In Knoxville, a high school guidance counselor who opposes abortion said she was conflicted about being Roman Catholic and supporting a Democrat.
In response Mrs. Clinton said, “What does the Sermon on the Mount really mean?”
She was referring to the sermon in which the eight Beatitudes in the Gospel of Matthew are outlined by Jesus Christ, including, “Blessed are the meek.”
She continued, “It sure does seem to favor the poor and the merciful, and those who in worldly terms don’t have a lot, but who have the spirit that God recognizes as the core of love and salvation.”
A few days later, Bill Clinton mentioned to a crowd in Mason City, Iowa, that one of Hillary’s favorite hymns was “If I Could Help Somebody.”
Chozick wrote that Hillary added that she wouldn’t bore them with all the verses, “but the last line of every one is, ‘If I can help somebody when I travel along, then my living will not be in vain.’ ”
In her memoir “Living History,” she traces her Methodist roots to the 1700s.

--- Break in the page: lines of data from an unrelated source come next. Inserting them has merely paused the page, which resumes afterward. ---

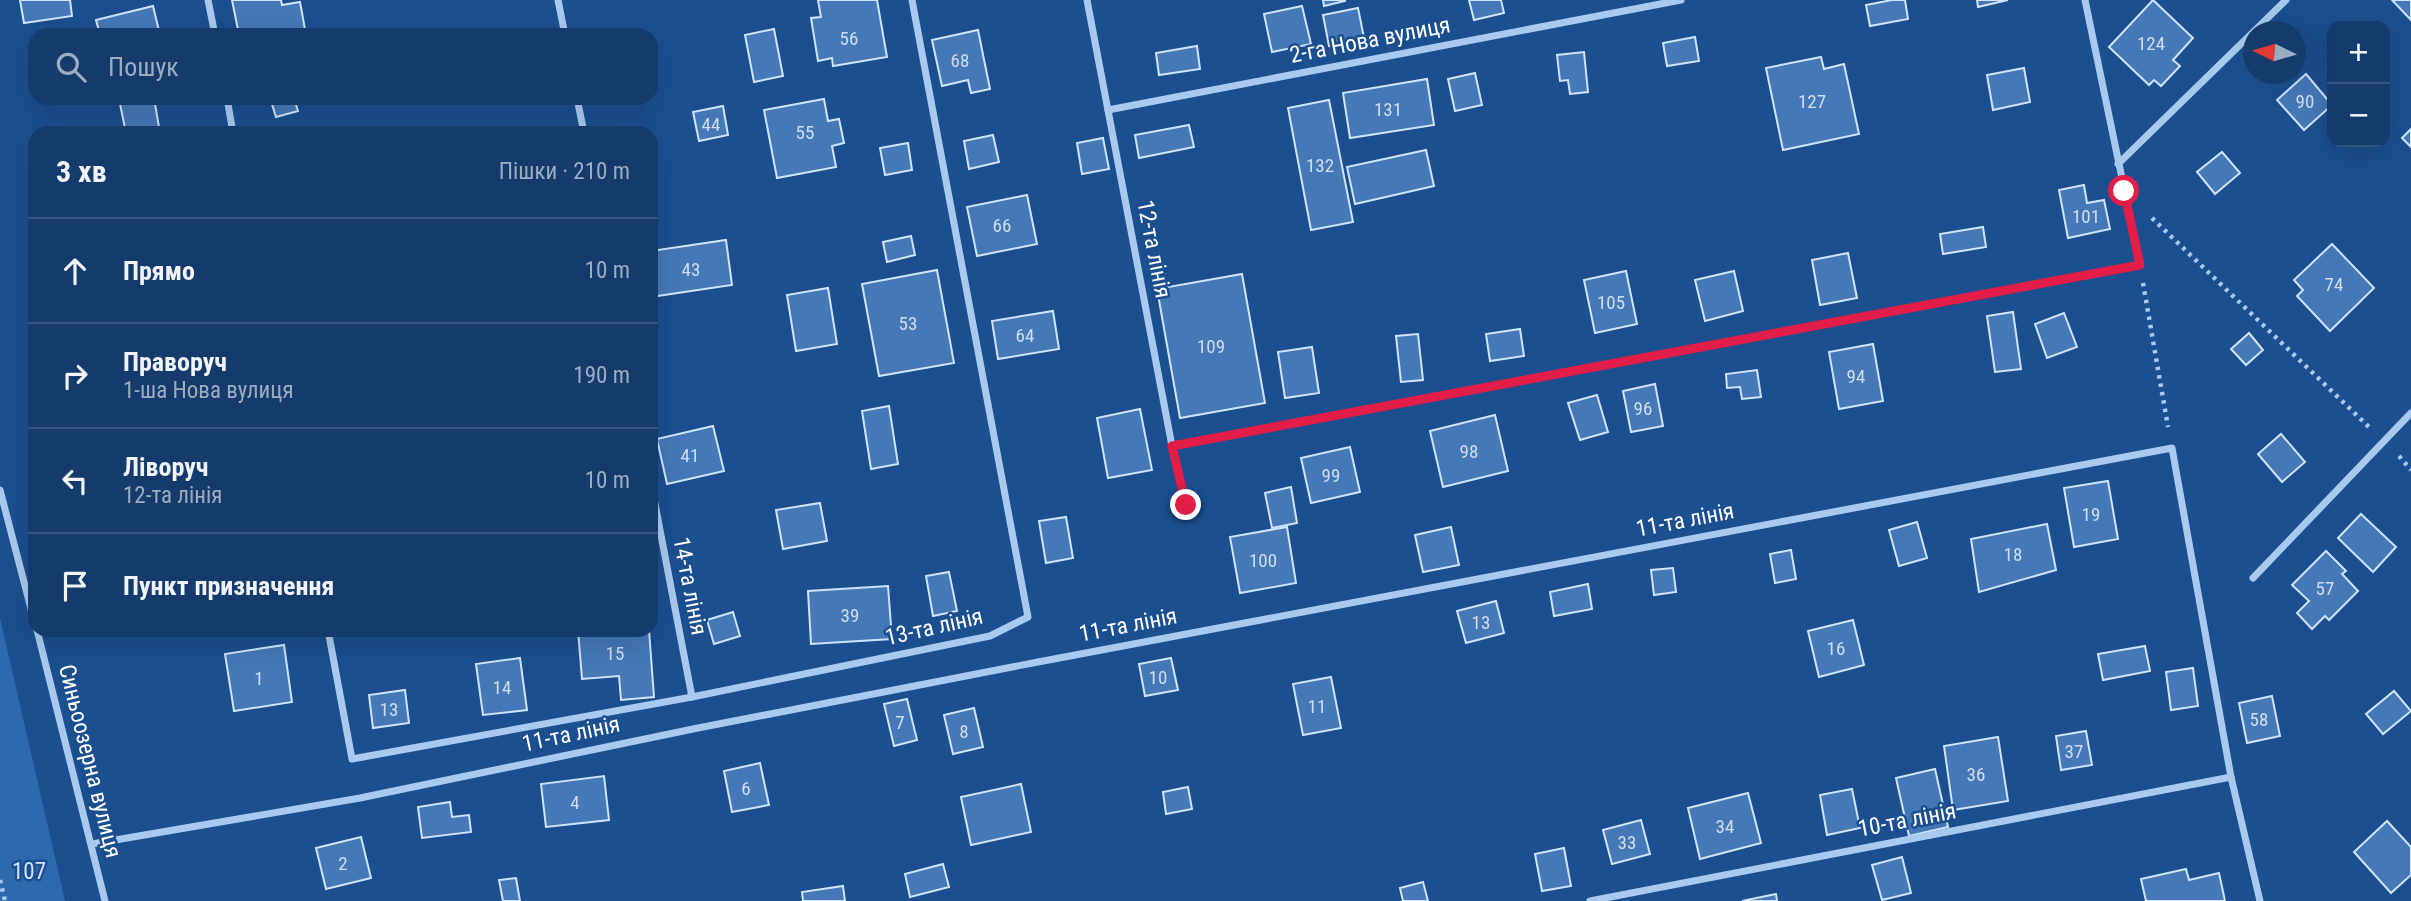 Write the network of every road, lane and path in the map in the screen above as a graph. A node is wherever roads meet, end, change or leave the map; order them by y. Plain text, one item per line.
1 (208, 0) edge
2 (558, 0) edge
3 (912, 0) edge
4 (1087, 0) edge
5 (1681, 0) edge
6 (2085, 0) edge
7 (2286, 0) edge
8 (214, 28) edge
9 (564, 28) edge
10 (228, 105) edge
11 (578, 105) edge
12 (1108, 110) junction
13 (232, 126) edge
14 (583, 126) edge
15 (2118, 164) junction
16 (2124, 191) junction
17 (2140, 265) junction
18 (2411, 413) edge
19 (2384, 440) junction
20 (1172, 446) junction
21 (2172, 448) junction
22 (2411, 470) edge
23 (0, 490) edge
24 (1186, 505) dead end
25 (658, 520) edge
26 (2253, 578) dead end
27 (28, 597) edge
28 (39, 637) edge
29 (329, 637) edge
30 (692, 697) junction
31 (2231, 777) junction
32 (92, 844) junction
33 (0, 880) edge
34 (5, 901) edge
35 (105, 901) edge
36 (1590, 901) edge
37 (2260, 901) edge

1 - 8 street
2 - 9 street
3 - 30 street, 13-та лінія
4 - 12 street, 12-та лінія
5 - 12 street, 2-га Нова вулиця
6 - 15 street
7 - 15 street
10 - 13 street
11 - 14 street
12 - 20 street, 12-та лінія
15 - 16 street
16 - 17 street
16 - 19 path
17 - 20 street
17 - 21 path
18 - 19 street
19 - 22 path
19 - 26 street
20 - 24 street, 12-та лінія
21 - 31 street
21 - 32 street, 11-та лінія
23 - 27 street
25 - 30 street, 14-та лінія
28 - 32 street, Синьоозерна вулиця
29 - 30 street, 13-та лінія
31 - 36 street, 10-та лінія
31 - 37 street
32 - 35 street, Синьоозерна вулиця
33 - 34 path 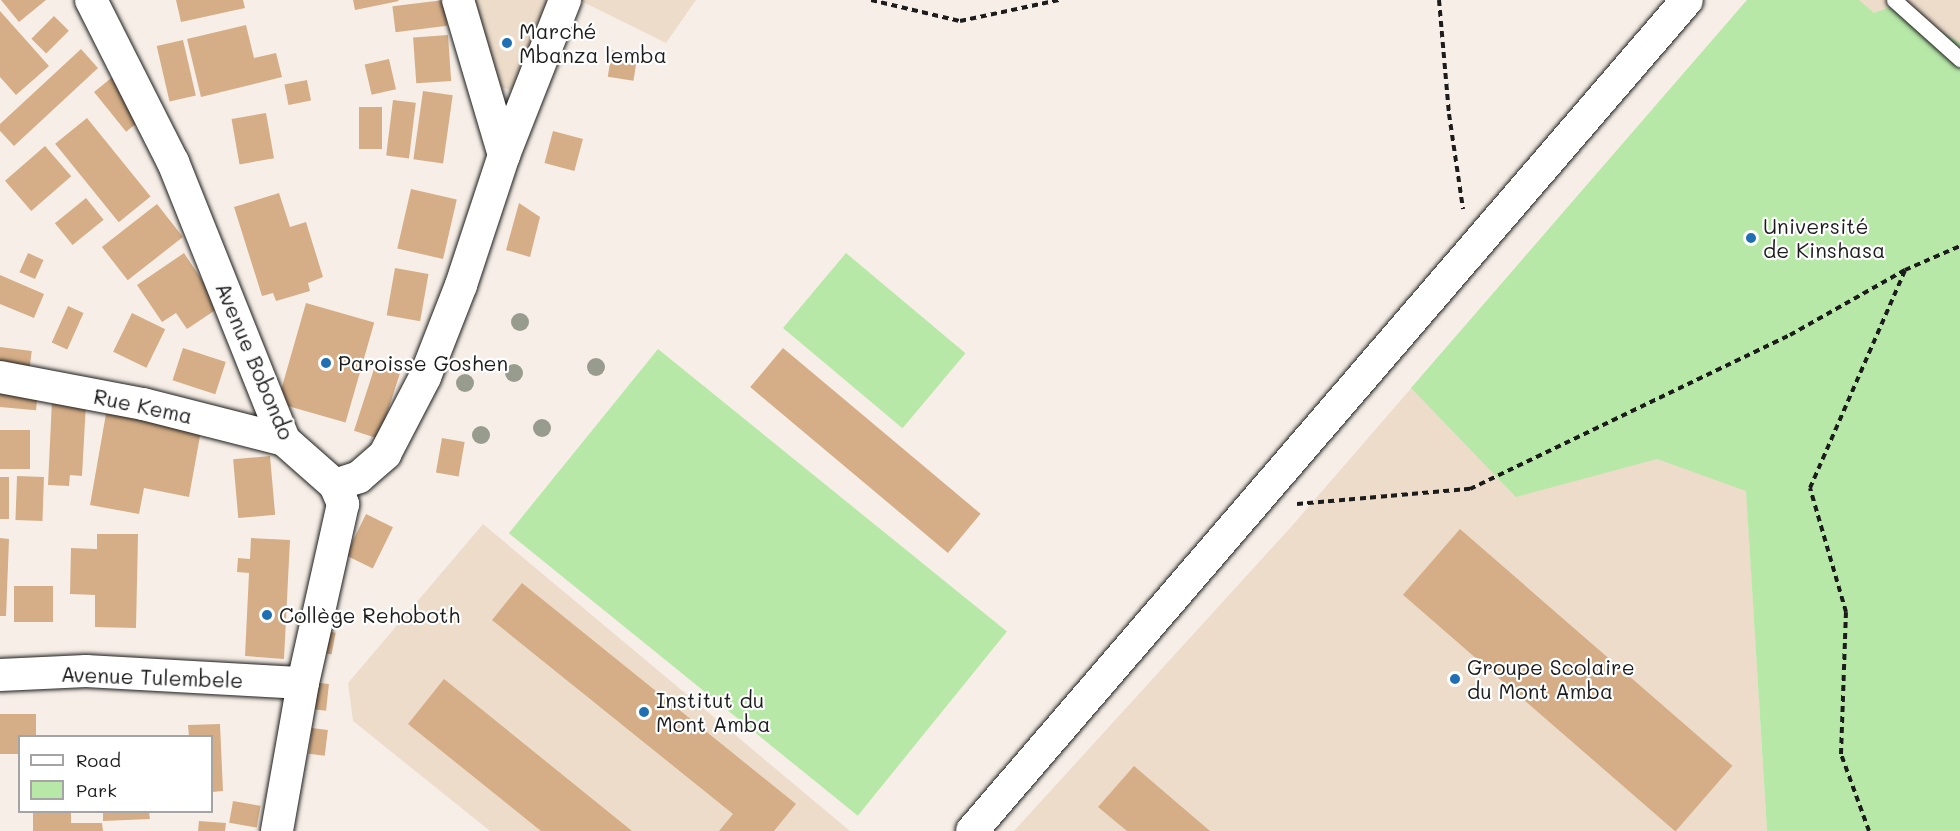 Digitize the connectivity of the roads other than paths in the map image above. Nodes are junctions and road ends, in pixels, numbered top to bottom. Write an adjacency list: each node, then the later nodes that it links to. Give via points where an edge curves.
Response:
1 (91, 0): 9 (street, Avenue Bobondo, via 173,162)
2 (458, 0): 7 (street)
3 (565, 0): 7 (street)
4 (1687, 0): 14 (street)
5 (1894, 0): 6 (lane)
6 (1960, 59)
7 (504, 155): 10 (street, via 461,285 425,377 385,454 360,477)
8 (0, 377): 9 (street, Rue Kema, via 143,404)
9 (284, 440): 10 (street, Avenue Bobondo)
10 (335, 485): 12 (street, via 343,504)
11 (0, 675): 12 (street, Avenue Tulembele, via 86,671)
12 (303, 683): 13 (street)
13 (277, 831)
14 (972, 831) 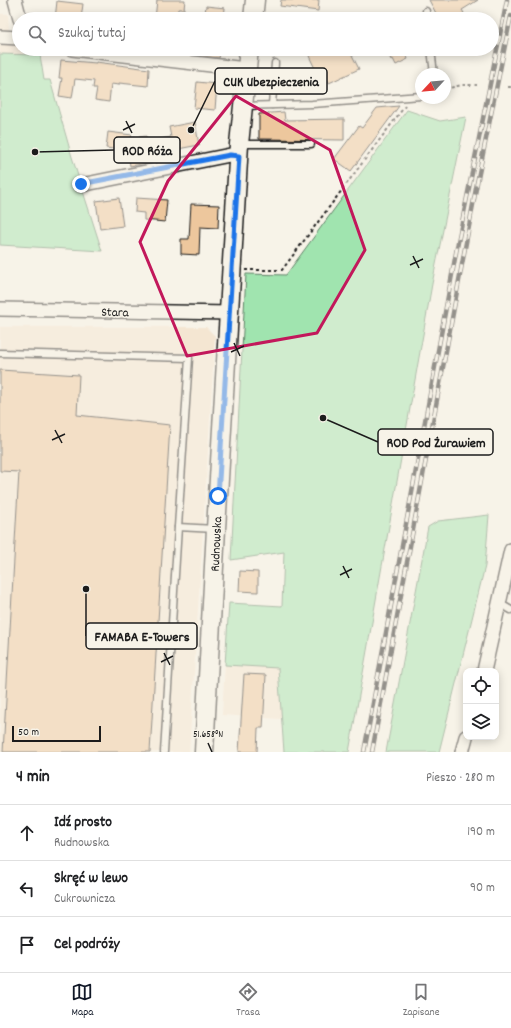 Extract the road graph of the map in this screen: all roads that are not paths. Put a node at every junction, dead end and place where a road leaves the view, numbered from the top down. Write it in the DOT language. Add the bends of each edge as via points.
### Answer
graph roads {
  1 [pos="15,0"];
  2 [pos="255,0"];
  3 [pos="18,12"];
  4 [pos="254,12"];
  5 [pos="0,37"];
  6 [pos="12,38"];
  7 [pos="133,56"];
  8 [pos="248,56"];
  9 [pos="432,56"];
  10 [pos="275,63"];
  11 [pos="433,68"];
  12 [pos="246,69"];
  13 [pos="415,97"];
  14 [pos="272,105"];
  15 [pos="243,106"];
  16 [pos="311,144"];
  17 [pos="239,150"];
  18 [pos="81,184"];
  19 [pos="0,309"];
  20 [pos="230,313"];
  21 [pos="0,353"];
  22 [pos="178,527"];
  23 [pos="216,529"];
  24 [pos="511,550"];
  25 [pos="500,603"];
  26 [pos="511,610"];
  27 [pos="485,668"];
  28 [pos="465,740"];
  29 [pos="164,752"];
  30 [pos="204,752"];
  31 [pos="462,752"];
  1 -- 3 [label="street"];
  2 -- 4 [label="main road"];
  5 -- 6 [label="street"];
  7 -- 12 [label="street"];
  8 -- 12 [label="main road, Rudnowska"];
  9 -- 11 [label="lane"];
  10 -- 14 [label="lane"];
  12 -- 15 [label="main road, Rudnowska"];
  13 -- 14 [label="lane"];
  14 -- 15 [label="lane"];
  15 -- 17 [label="main road, Rudnowska"];
  16 -- 17 [label="lane"];
  17 -- 18 [label="street" via="230,155"];
  17 -- 20 [label="main road, Rudnowska"];
  19 -- 20 [label="street, Stara"];
  20 -- 23 [label="main road, Rudnowska"];
  21 -- 22 [label="lane" via="190,358"];
  22 -- 23 [label="lane"];
  22 -- 29 [label="lane"];
  23 -- 30 [label="main road, Rudnowska"];
  24 -- 25 [label="street"];
  25 -- 26 [label="lane"];
  25 -- 27 [label="street"];
  28 -- 31 [label="street"];
}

Her father’s parents “claimed they became Methodists because their great-grandparents were converted in the small coal-mining villages around Newcastle in the north of England” by John Wesley himself, she wrote.
Paul G. Kengor, a professor of Grove City College and the author of “God and Hillary Clinton: A Spiritual Life,” describes her as “a classic, standard religious-left Christian who connects her faith to issues of poverty and helping people.”
Growing up in Chicago, Mrs. Clinton was active in the first United Methodist Church of Park Ridge, Ill. She taught Sunday School in Little Rock, Ark., and set up a Bible study group soon after moving to the White House.
Chozick reports that after the Monica Lewinsky scandal broke, Mrs. Clinton wrote in “Living History” that she “spent a lot of time alone, praying and reading.”
She and her husband prayed with Gordon MacDonald, an evangelical minister and author, and she became a friend of Billy Graham.
Since moving to Chappaqua, N.Y., the Clintons have attended the United Methodist Church in nearby Mount Kisco.
She has worshiped in church less frequently during the campaign, but regularly reads a leather-bound Bible, which she has called “the biggest influence on my thinking.”
Jack Bass is professor humanities and social sciences emeritus at the College of Charleston and author or co-author of eight books related to the American South.